I reacted with surprise; Anju was even more astonished. The package containing the sari slipped off the sofa. Nirmala Boudi was close by. As she picked it up, she said, “Is it a sari?”
“Umm, yes,” Anju said awkwardly. “I had gone to Calcutta, so…”
“Wow, so beautiful! You must have brought it for me?”
Anju smiled. “But it isn’t silk, Didi.”
“Please spare me the silk –I’m tired of wearing that every morning and evening! This will be so relaxing,” Nirmala boudi said with childlike joy as she walked away clutching the sari.

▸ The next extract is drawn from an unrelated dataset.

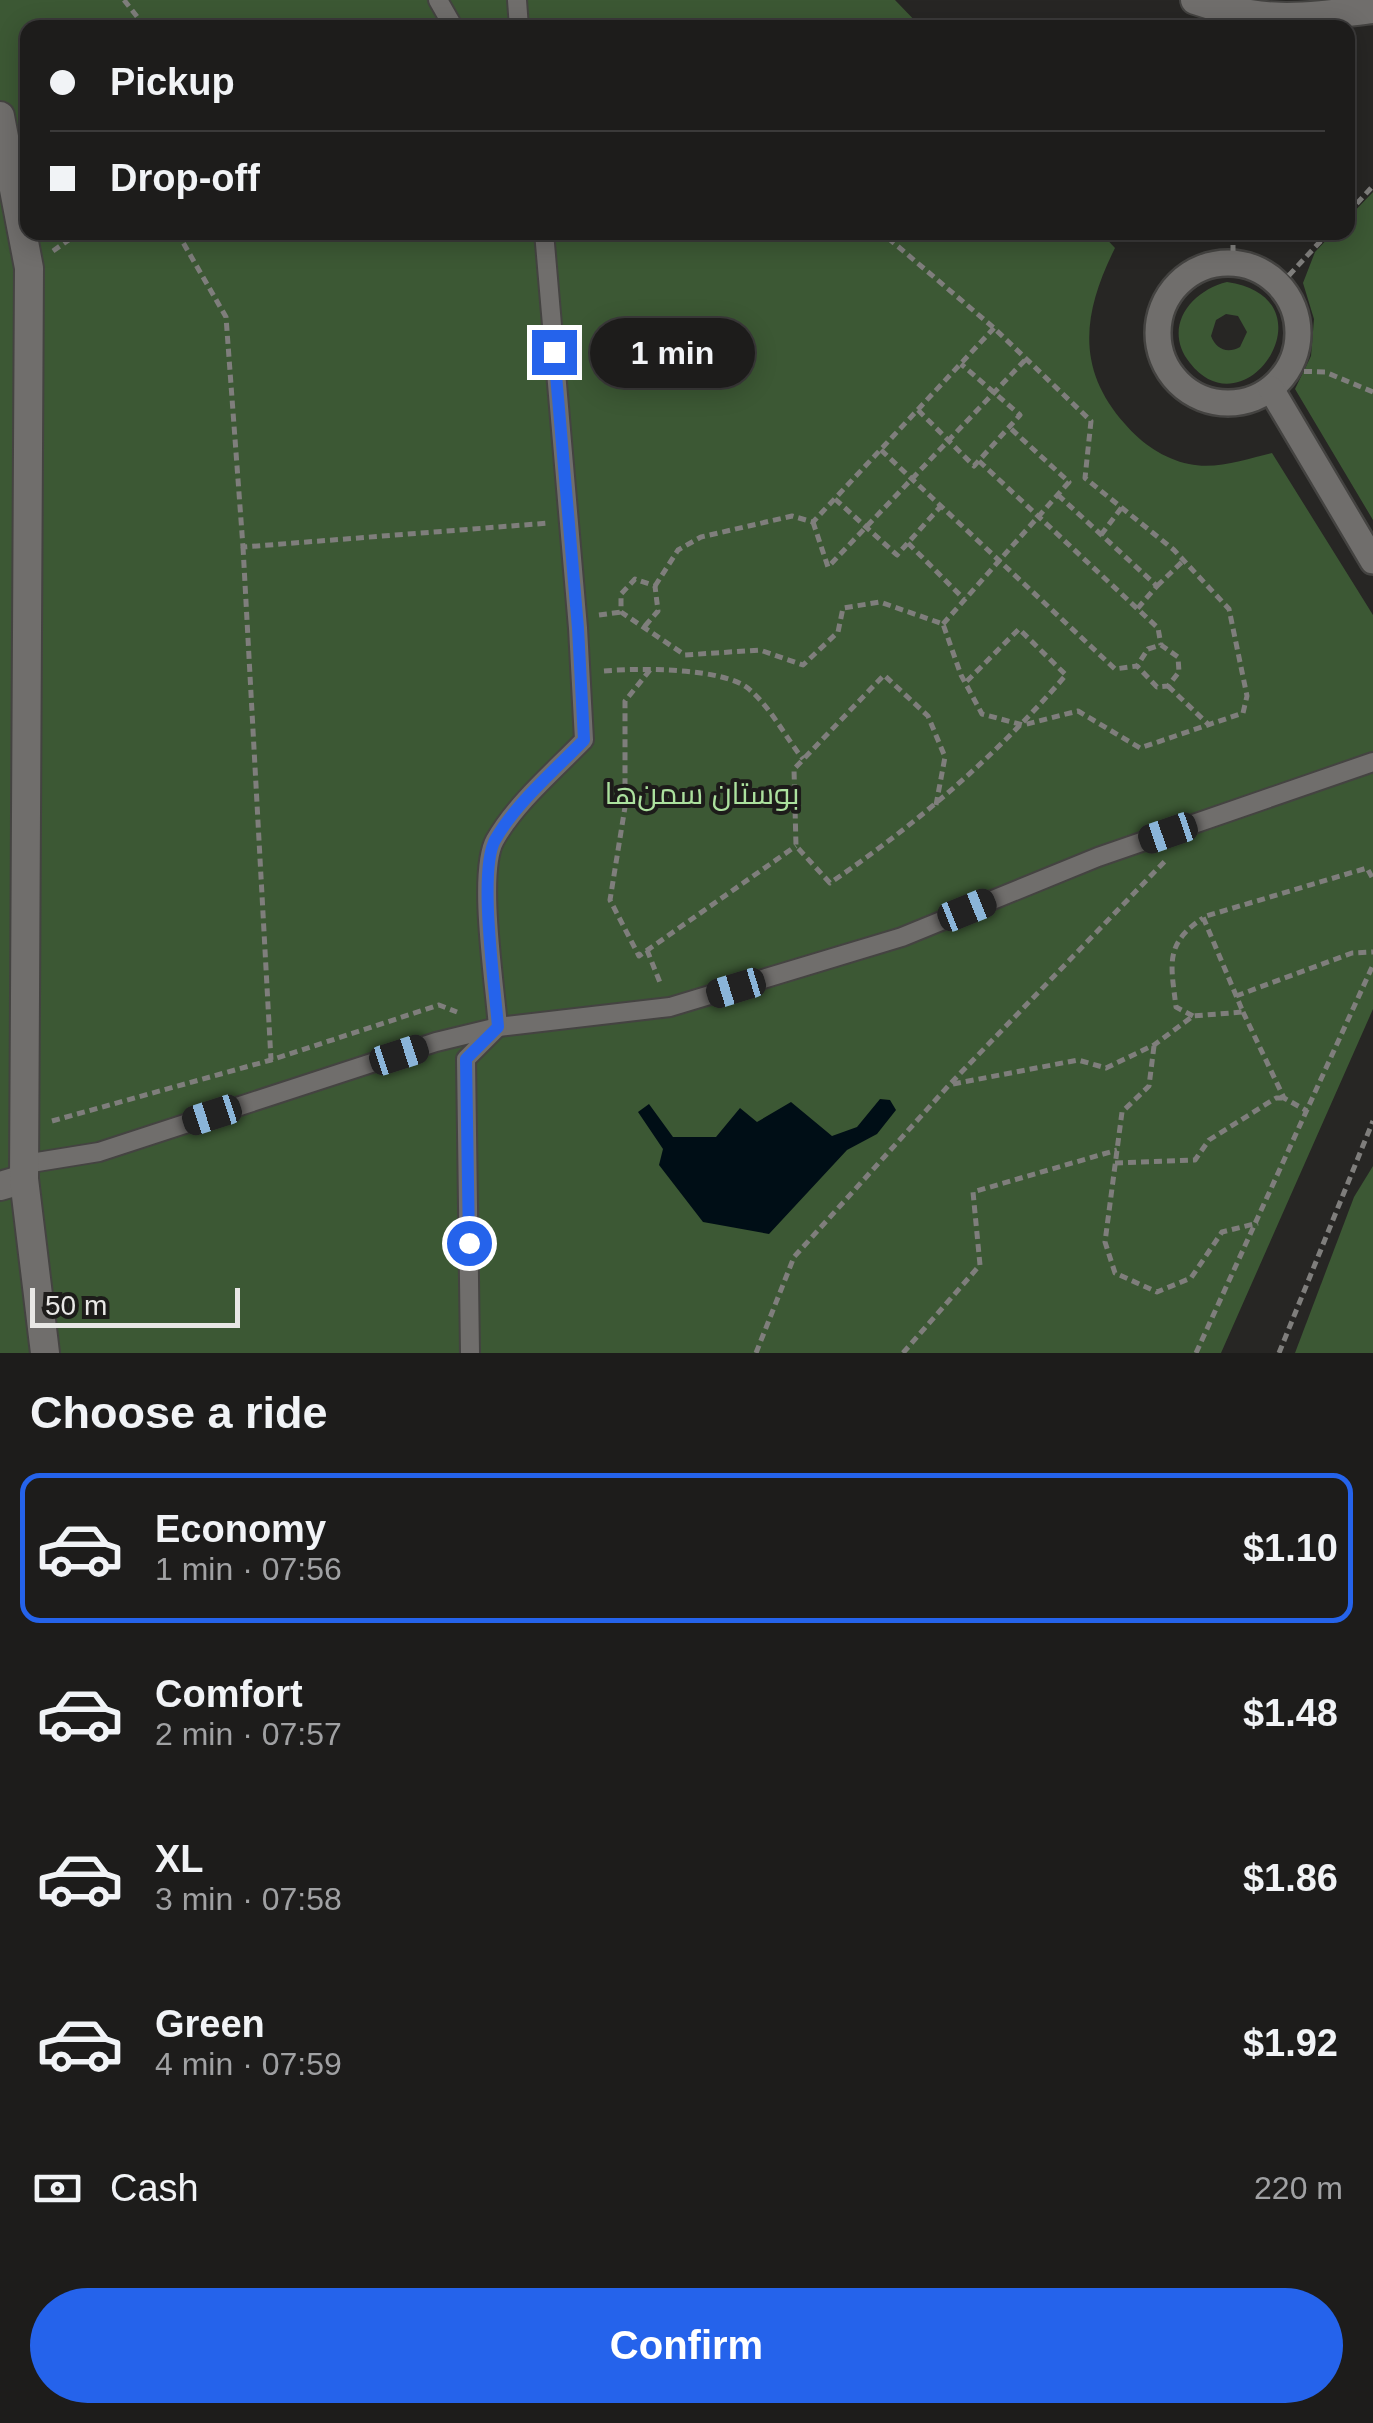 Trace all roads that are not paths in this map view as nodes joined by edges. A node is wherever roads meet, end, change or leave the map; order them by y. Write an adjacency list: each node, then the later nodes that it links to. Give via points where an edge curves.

When she returned some twenty minutes later, she had draped Anju’s gift and carried a bundle of notes.
“Bhanu, here’s the money you lent us.”
“This looks like more, Boudi.”
“If you had kept it in a bank, you would have earned interest on it, so I’m paying you two thousand rupees.”
“No, Boudi, that’s not done.”
As I put down five hundred-rupee notes on the table, Atin da said with a smile, “Take it, Bhanu. Your Boudi isn’t poor any longer. And this isn’t money earned fraudulently. Topu, our elder son has an excellent job as a chartered accountant. He lives in Bombay and sends a good amount to his mother every month. Apu, the younger one is studying abroad with the goddess’ grace, though.” Atin da laughed.
Boudi laughed with derision and said, “We lost our desh, land, wealth –everything India’s independence came by sacrificing us. And they wouldn’t give me a small flat, saying they couldn’t allot it out of turn? Should I have languished on the street? When the business of religion is flourishing so well in Delhi, why should I not be in that game?”
Before leaving, we touched Nirmala boudi’s feet to receive her blessings. The brave woman had not just taken on, but turned the Government of India’s bureaucracy on its head.